→ **PROBLEM**
Among the records, find the lines that hold the string "dead" and return them.

** Opening RECORDED DATA block **

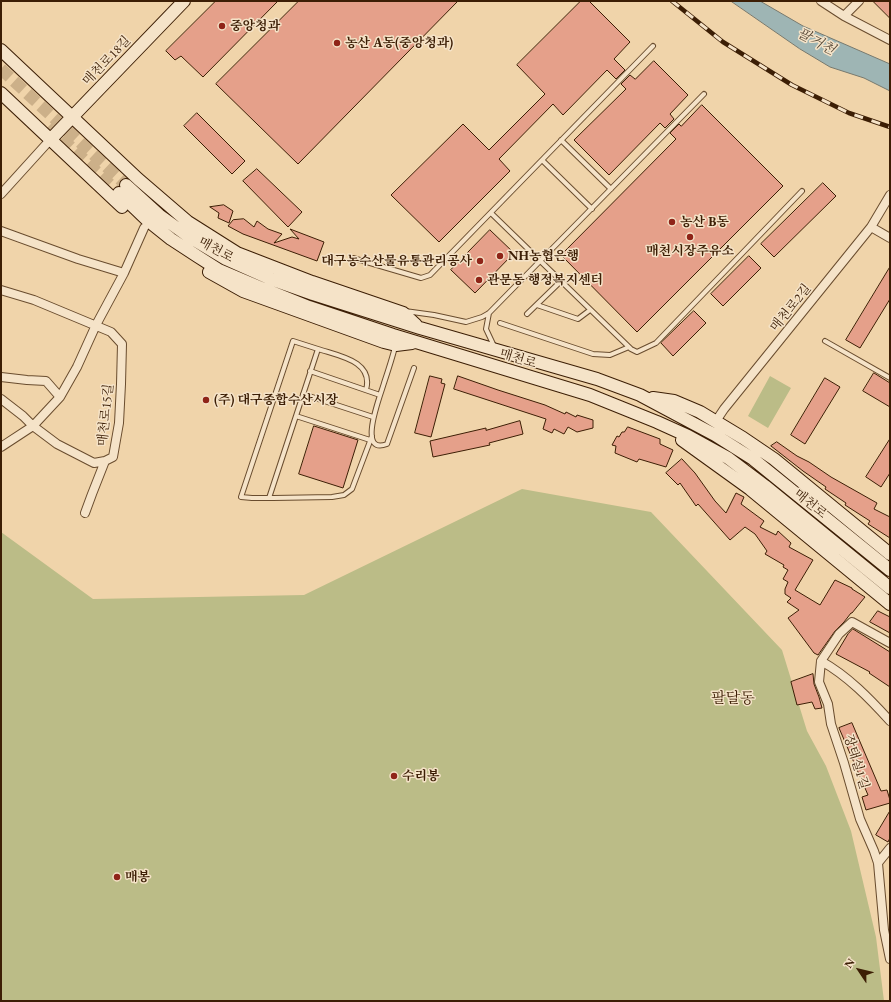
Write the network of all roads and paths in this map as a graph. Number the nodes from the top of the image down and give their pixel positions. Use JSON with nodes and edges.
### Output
{"nodes":[{"id":1,"x":184,"y":1,"type":"edge"},
{"id":2,"x":821,"y":1,"type":"edge"},
{"id":3,"x":859,"y":1,"type":"edge"},
{"id":4,"x":844,"y":16,"type":"junction"},
{"id":5,"x":890,"y":40,"type":"edge"},
{"id":6,"x":653,"y":46,"type":"dead end"},
{"id":7,"x":1,"y":50,"type":"edge"},
{"id":8,"x":1,"y":93,"type":"edge"},
{"id":9,"x":704,"y":94,"type":"dead end"},
{"id":10,"x":72,"y":118,"type":"junction"},
{"id":11,"x":50,"y":140,"type":"junction"},
{"id":12,"x":561,"y":140,"type":"junction"},
{"id":13,"x":542,"y":160,"type":"junction"},
{"id":14,"x":2,"y":189,"type":"edge"},
{"id":15,"x":611,"y":189,"type":"junction"},
{"id":16,"x":802,"y":191,"type":"dead end"},
{"id":17,"x":890,"y":195,"type":"edge"},
{"id":18,"x":592,"y":209,"type":"junction"},
{"id":19,"x":491,"y":213,"type":"junction"},
{"id":20,"x":871,"y":227,"type":"junction"},
{"id":21,"x":144,"y":228,"type":"junction"},
{"id":22,"x":1,"y":232,"type":"edge"},
{"id":23,"x":890,"y":238,"type":"edge"},
{"id":24,"x":353,"y":258,"type":"dead end"},
{"id":25,"x":541,"y":262,"type":"junction"},
{"id":26,"x":124,"y":273,"type":"junction"},
{"id":27,"x":561,"y":281,"type":"junction"},
{"id":28,"x":1,"y":290,"type":"edge"},
{"id":29,"x":537,"y":305,"type":"junction"},
{"id":30,"x":389,"y":308,"type":"junction"},
{"id":31,"x":590,"y":310,"type":"junction"},
{"id":32,"x":489,"y":313,"type":"junction"},
{"id":33,"x":527,"y":314,"type":"dead end"},
{"id":34,"x":500,"y":323,"type":"dead end"},
{"id":35,"x":96,"y":325,"type":"junction"},
{"id":36,"x":420,"y":328,"type":"junction"},
{"id":37,"x":825,"y":341,"type":"dead end"},
{"id":38,"x":415,"y":342,"type":"junction"},
{"id":39,"x":396,"y":345,"type":"junction"},
{"id":40,"x":629,"y":347,"type":"junction"},
{"id":41,"x":318,"y":349,"type":"junction"},
{"id":42,"x":495,"y":350,"type":"junction"},
{"id":43,"x":414,"y":368,"type":"dead end"},
{"id":44,"x":310,"y":372,"type":"junction"},
{"id":45,"x":1,"y":377,"type":"edge"},
{"id":46,"x":890,"y":378,"type":"edge"},
{"id":47,"x":366,"y":390,"type":"junction"},
{"id":48,"x":303,"y":394,"type":"junction"},
{"id":49,"x":380,"y":395,"type":"junction"},
{"id":50,"x":640,"y":395,"type":"junction"},
{"id":51,"x":60,"y":398,"type":"junction"},
{"id":52,"x":1,"y":399,"type":"edge"},
{"id":53,"x":296,"y":416,"type":"junction"},
{"id":54,"x":373,"y":417,"type":"junction"},
{"id":55,"x":716,"y":421,"type":"junction"},
{"id":56,"x":657,"y":422,"type":"junction"},
{"id":57,"x":33,"y":426,"type":"junction"},
{"id":58,"x":371,"y":438,"type":"junction"},
{"id":59,"x":1,"y":447,"type":"edge"},
{"id":60,"x":105,"y":461,"type":"junction"},
{"id":61,"x":269,"y":498,"type":"junction"},
{"id":62,"x":85,"y":513,"type":"dead end"},
{"id":63,"x":890,"y":554,"type":"edge"},
{"id":64,"x":890,"y":570,"type":"edge"},
{"id":65,"x":890,"y":588,"type":"edge"},
{"id":66,"x":890,"y":604,"type":"edge"},
{"id":67,"x":890,"y":643,"type":"edge"},
{"id":68,"x":821,"y":662,"type":"junction"},
{"id":69,"x":890,"y":721,"type":"edge"},
{"id":70,"x":890,"y":848,"type":"edge"},
{"id":71,"x":878,"y":863,"type":"junction"},
{"id":72,"x":890,"y":959,"type":"edge"}],
"edges":[{"from":1,"to":10,"type":"main road","name":"매천로18길"},
{"from":2,"to":4,"type":"street"},
{"from":3,"to":4,"type":"street"},
{"from":4,"to":5,"type":"street"},
{"from":6,"to":12,"type":"lane"},
{"from":7,"to":10,"type":"main road"},
{"from":8,"to":11,"type":"main road"},
{"from":9,"to":15,"type":"lane"},
{"from":10,"to":11,"type":"main road","name":"매천로18길"},
{"from":10,"to":30,"type":"main road"},
{"from":11,"to":14,"type":"street"},
{"from":11,"to":21,"type":"main road"},
{"from":12,"to":13,"type":"lane"},
{"from":12,"to":15,"type":"lane"},
{"from":13,"to":18,"type":"lane"},
{"from":13,"to":19,"type":"lane"},
{"from":15,"to":18,"type":"lane"},
{"from":16,"to":40,"type":"lane"},
{"from":17,"to":20,"type":"street","name":"매천로2길"},
{"from":18,"to":25,"type":"lane"},
{"from":19,"to":24,"type":"lane"},
{"from":19,"to":25,"type":"lane"},
{"from":20,"to":23,"type":"street"},
{"from":20,"to":55,"type":"street","name":"매천로2길"},
{"from":21,"to":26,"type":"street"},
{"from":21,"to":39,"type":"main road"},
{"from":22,"to":26,"type":"street"},
{"from":25,"to":27,"type":"lane"},
{"from":25,"to":32,"type":"lane"},
{"from":26,"to":35,"type":"street"},
{"from":27,"to":29,"type":"lane"},
{"from":27,"to":31,"type":"lane"},
{"from":28,"to":35,"type":"street","name":"매천로15길"},
{"from":29,"to":31,"type":"lane"},
{"from":29,"to":33,"type":"lane"},
{"from":30,"to":32,"type":"lane"},
{"from":30,"to":36,"type":"main road"},
{"from":31,"to":40,"type":"lane"},
{"from":32,"to":42,"type":"lane"},
{"from":34,"to":40,"type":"lane"},
{"from":35,"to":51,"type":"street"},
{"from":35,"to":60,"type":"street","name":"매천로15길"},
{"from":36,"to":38,"type":"main road","name":"매천로"},
{"from":36,"to":42,"type":"main road","name":"매천로"},
{"from":37,"to":46,"type":"lane"},
{"from":38,"to":39,"type":"main road"},
{"from":38,"to":56,"type":"main road","name":"매천로"},
{"from":39,"to":49,"type":"lane"},
{"from":41,"to":44,"type":"lane"},
{"from":41,"to":47,"type":"lane"},
{"from":41,"to":61,"type":"lane"},
{"from":42,"to":50,"type":"main road","name":"매천로"},
{"from":43,"to":58,"type":"lane"},
{"from":44,"to":47,"type":"lane"},
{"from":44,"to":48,"type":"lane"},
{"from":45,"to":51,"type":"street"},
{"from":47,"to":49,"type":"lane"},
{"from":48,"to":53,"type":"lane"},
{"from":48,"to":54,"type":"lane"},
{"from":49,"to":54,"type":"lane"},
{"from":50,"to":55,"type":"main road"},
{"from":50,"to":64,"type":"main road","name":"매천로"},
{"from":51,"to":57,"type":"street"},
{"from":52,"to":57,"type":"street"},
{"from":53,"to":58,"type":"lane"},
{"from":53,"to":61,"type":"lane"},
{"from":54,"to":58,"type":"lane"},
{"from":55,"to":63,"type":"main road"},
{"from":56,"to":65,"type":"main road","name":"매천로"},
{"from":56,"to":66,"type":"main road"},
{"from":57,"to":59,"type":"street"},
{"from":57,"to":60,"type":"street"},
{"from":58,"to":61,"type":"lane"},
{"from":60,"to":62,"type":"street","name":"매천로15길"},
{"from":67,"to":68,"type":"street"},
{"from":68,"to":69,"type":"street"},
{"from":68,"to":71,"type":"street","name":"장태실1길"},
{"from":70,"to":71,"type":"street"},
{"from":71,"to":72,"type":"street","name":"장태실1길"}]}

** Closing RECORDED DATA block **

→ **ANSWER BELOW**
{"id":6,"x":653,"y":46,"type":"dead end"},
{"id":9,"x":704,"y":94,"type":"dead end"},
{"id":16,"x":802,"y":191,"type":"dead end"},
{"id":24,"x":353,"y":258,"type":"dead end"},
{"id":33,"x":527,"y":314,"type":"dead end"},
{"id":34,"x":500,"y":323,"type":"dead end"},
{"id":37,"x":825,"y":341,"type":"dead end"},
{"id":43,"x":414,"y":368,"type":"dead end"},
{"id":62,"x":85,"y":513,"type":"dead end"},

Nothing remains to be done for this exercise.